Will Mayor Briley's budget plan require a tax increase?

Posted at 3:45 PM, Apr 30, 2019
and last updated 2019-04-30 23:30:13-04

NASHVILLE, Tenn. (WTVF) — Mayor David Briley outlined his vision for Nashville in the year ahead on Tuesday, but his speech did not outline how a number of his proposals would be paid for.

Briley's proposals include a budget increase for Metro Schools, which he hopes will be used to raise teacher pay by 3%.

Briley also proposes increasing pay for city employees like firefighters and police officers by 3% this year -- police officers, firefighters and other city workers were promised that raise for last year, but Briley and Metro councilmembers reneged on that deal.

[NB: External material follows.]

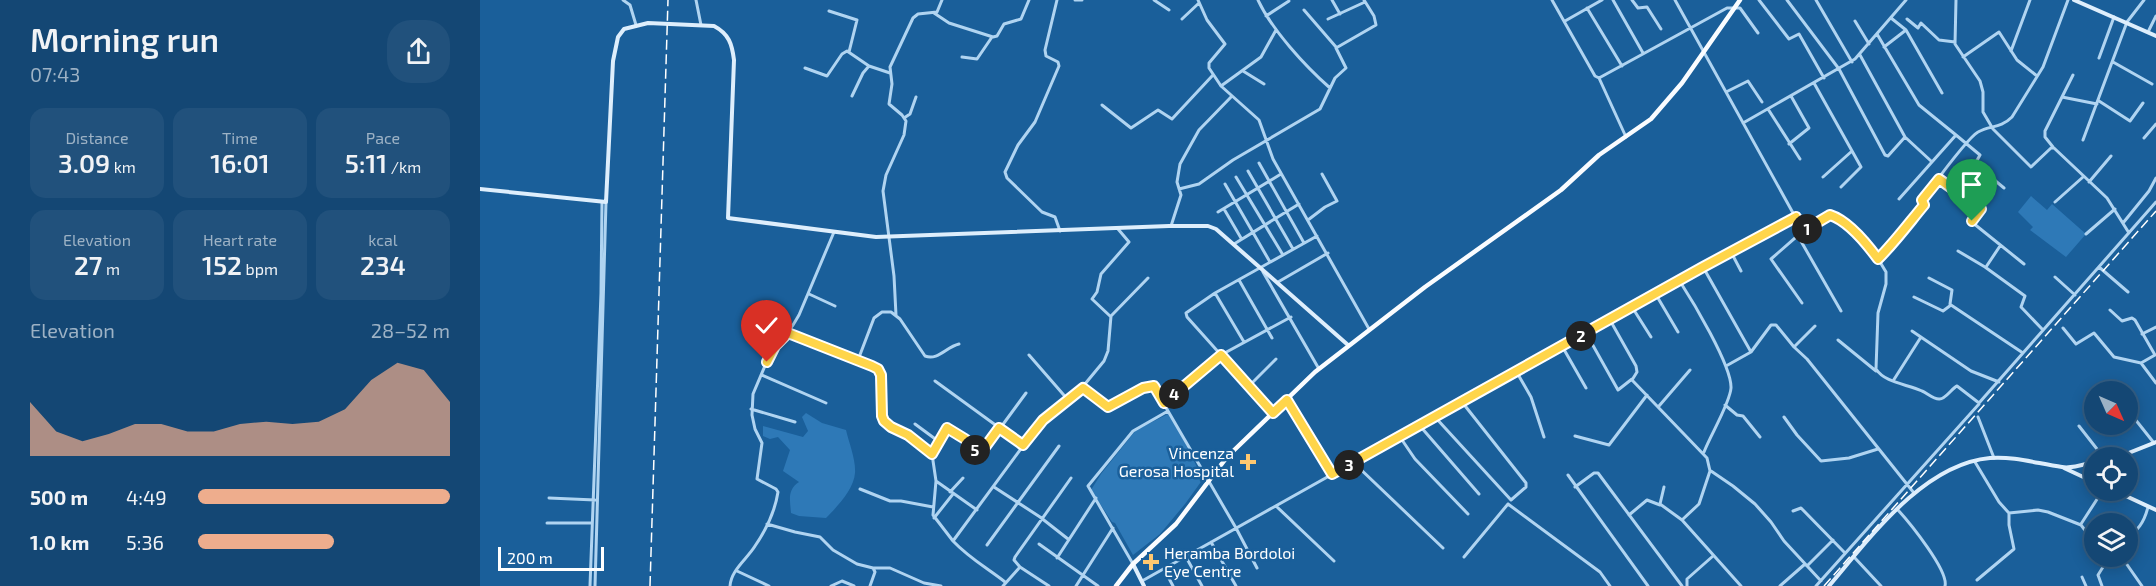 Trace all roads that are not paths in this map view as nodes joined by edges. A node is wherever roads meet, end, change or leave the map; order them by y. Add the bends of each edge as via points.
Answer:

Briley also announced he would increase the starting pay for Metro Police officers by 6.4%

But questions remain about how Briley would pay for these expenditures, and whether he or Metro council members would propose a tax increase to fund them.

Briley has already proposed having a private company run the city's parking meters -- a proposal that would generate $300 million for the city over the 30-year deal, but would likely mean fewer free parking spots, increased parking fines and charging for parking on Sundays.

Mayor Briley, along with all Metro council members are up for election this year. Historically, city lawmakers have not voted for tax increases when their names will appear in front of voters at the ballot box just months later.

The last time Metro council members approved a tax increase was in 2012.